The PC isn't dead yet. In fact, it may be making a comeback.
Several solution providers that participated in a CRN Roundtable discussion at D&H Distributing's New England Technology Show in Quincy, Mass., Tuesday said they are seeing significant improvement in PC sales. The reasons for the increased demand ranged from general economic improvement to outdated hardware and the forthcoming end of Windows XP support next April.
Jay Shah, vice president of Compu-Tech in Wethersfield, Conn., said the general economy is improving this year and that's having an effect on all sales, from PC hardware to networking and software. "We're seeing general demand, especially with small and medium businesses, improve as people are loosening up their budgets a bit and spending money," he said.
Meanwhile, Bob Gregory, president of system builder Ocean State Computers in Providence, R.I., said businesses are now being forced to leave behind aging PCs that can no longer cut today's IT demands.
"We're seeing an increase in business, primarily because a lot of clients are running 7- and 8-year-old machines and they know it's time [to upgrade]," Gregory said. "A small percentage of that might be driven by the end of support for Windows XP and Windows Server 2003, but we don't even count that because it's so small."
Some VARs, however, are seeing the end of Windows XP generate new business. Larry Gold, president of Computer-EZ in Mendon, Vt., said he's seeing new hardware sales as a result of customers replacing older XP machines. In many ways, Gold said, Microsoft was a victim of its own success with Windows XP because the OS lasted much longer than most people expected -- which elongated the PC refresh cycle and delayed new hardware purchases.

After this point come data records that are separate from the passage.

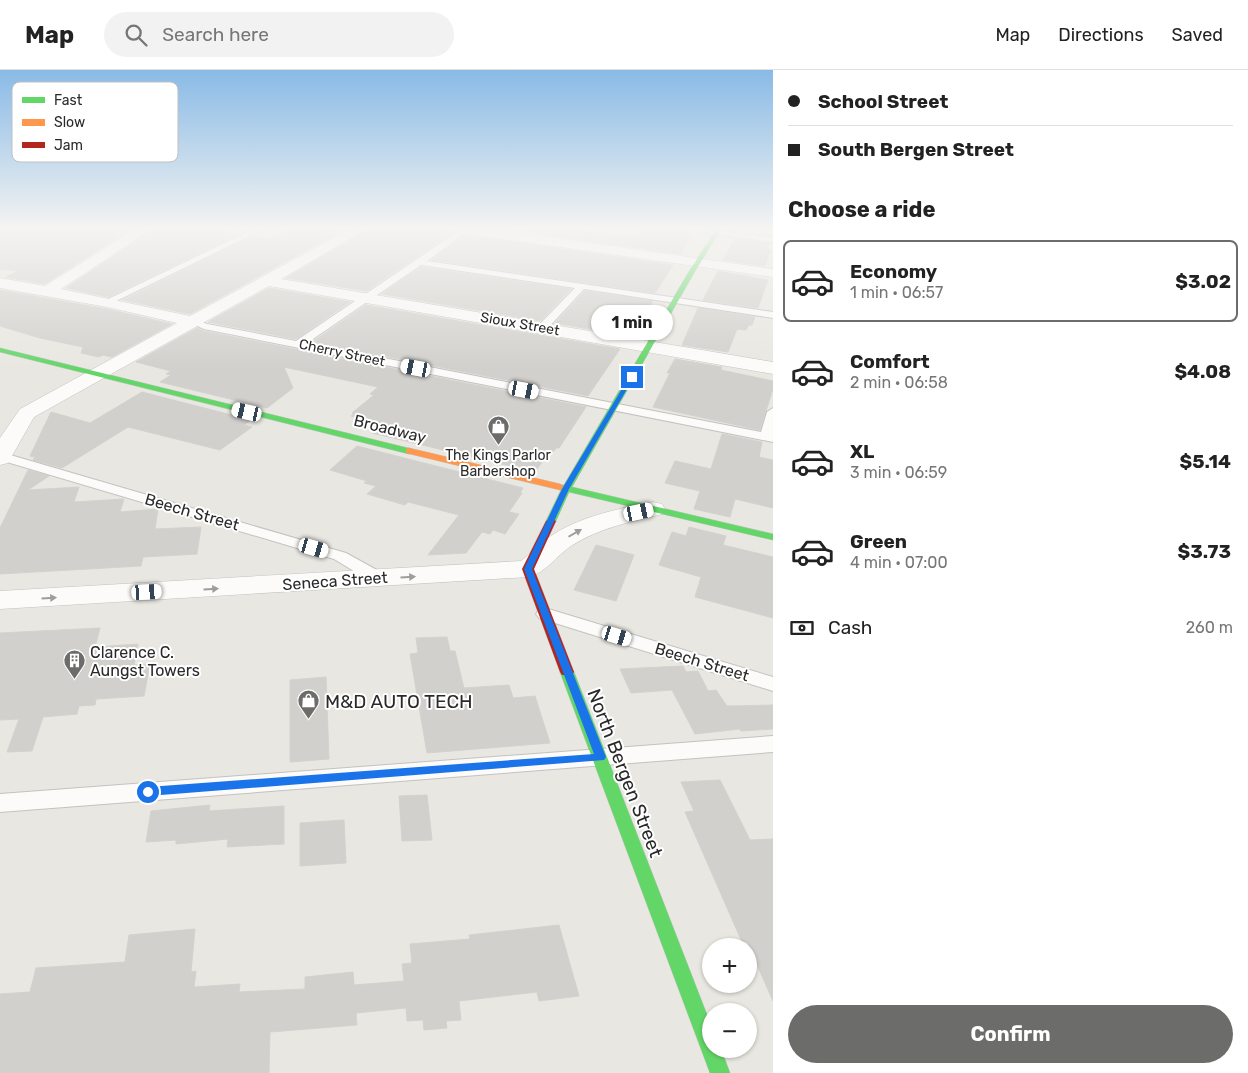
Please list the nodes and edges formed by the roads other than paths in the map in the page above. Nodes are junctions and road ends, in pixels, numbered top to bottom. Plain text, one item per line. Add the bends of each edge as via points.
1 (72, 275) edge
2 (164, 275) edge
3 (278, 275) edge
4 (401, 275) edge
5 (506, 275) edge
6 (691, 275) edge
7 (267, 281) junction
8 (0, 283) edge
9 (582, 286) junction
10 (48, 290) junction
11 (369, 298) junction
12 (677, 300) junction
13 (107, 302) junction
14 (773, 315) edge
15 (194, 322) junction
16 (542, 328) junction
17 (299, 344) junction
18 (649, 346) junction
19 (0, 350) edge
20 (773, 368) edge
21 (97, 375) junction
22 (614, 408) junction
23 (773, 412) edge
24 (10, 420) edge
25 (770, 437) edge
26 (0, 457) edge
27 (566, 489) junction
28 (653, 509) junction
29 (773, 537) edge
30 (528, 569) junction
31 (378, 578) junction
32 (0, 600) edge
33 (545, 614) junction
34 (773, 684) edge
35 (773, 744) edge
36 (600, 757) junction
37 (0, 803) edge
38 (720, 1073) edge

1 - 10 street
2 - 13 lane
3 - 7 street
4 - 11 lane
5 - 9 lane
6 - 12 street
7 - 11 street, Sioux Street
7 - 15 street
8 - 10 street, Cherry Street
9 - 12 lane
9 - 16 lane
10 - 13 street, Cherry Street
11 - 16 street, Sioux Street
11 - 17 lane
12 - 14 lane
12 - 18 street
13 - 15 street, Cherry Street
15 - 17 lane, Cherry Street
15 - 21 street
16 - 18 street, Sioux Street
17 - 22 lane, Cherry Street
18 - 20 street, Sioux Street
18 - 22 street
19 - 21 street, Broadway
21 - 24 street
21 - 27 street, Broadway
22 - 25 lane, Cherry Street
22 - 27 street
23 - 25 lane
24 - 26 street
26 - 31 lane, Beech Street via 340,556
27 - 28 street, Broadway
27 - 30 street
28 - 29 street, Broadway
30 -> 28 street via 559,542 584,528
31 -> 30 street, Seneca Street
30 - 33 street, North Bergen Street
32 -> 31 street, Seneca Street
33 - 34 lane, Beech Street
33 - 36 street, North Bergen Street
35 - 36 lane
36 - 37 lane
36 - 38 street, North Bergen Street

"Regardless of the lackluster economy, we're finding the Windows XP end-of-service [deadline] pushing a lot of sales," he said. "We've been nursing a lot of these XP machines for a while. Microsoft is having a hard time wrestling XP out of the hands of business users, and that's a testimony to how good it was."
But even as new PC sales pick up, VARs say Windows 8 is still struggling to gain a foothold with business customers.
Aristeo Torres, owner of Post Computer Systems in Wilbraham, Mass., said his hardware sales are strong because customers are coming to his business to find new Windows 7 systems -- which are nearly impossible to find through retail outlets.
"We've seen recent growth in hardware sales, and Windows 8 is actually driving -- but not because we're selling Windows 8," he said. "The great majority of customers that are buying hardware from us are buying Windows 7 machines. And, our sales are being driven by the fact that Windows 8 was such a radical departure." There are also migration issues looming; Windows XP systems can be directly upgraded to Windows 7 -- but not Windows 8.
"Migration issues from older OSes are very important," said Richard Trahant, president of Land Computer in Peabody, Mass. "We feel Microsoft could do a much better job migrating servers and desktop OSes. In the old days, it was simple upgrade paths that worked quite well. So in a lot of respects, Microsoft dropped the ball [with Windows 8]."
Despite Windows 8's struggles, VARs said the death of the PC has been exaggerated. "We just don't see that happening," Ocean State's Gregory said. "The majority of the customers we have still need that PC for business. They might need a tablet or a convertible [tablet-notebook], but that's in addition to their PCs."
Pat Donovan, director of inside sales at D&H Distributing, said the SMB distributor is also seeing a significant increase in PC sales recently. "We had a very strong year-over-year month in July with notebooks, and we saw that growth across a lot of categories and a variety of channels," Donovan said. "We're excited about the XP end-of-life process because we think that's going to help drive new sales."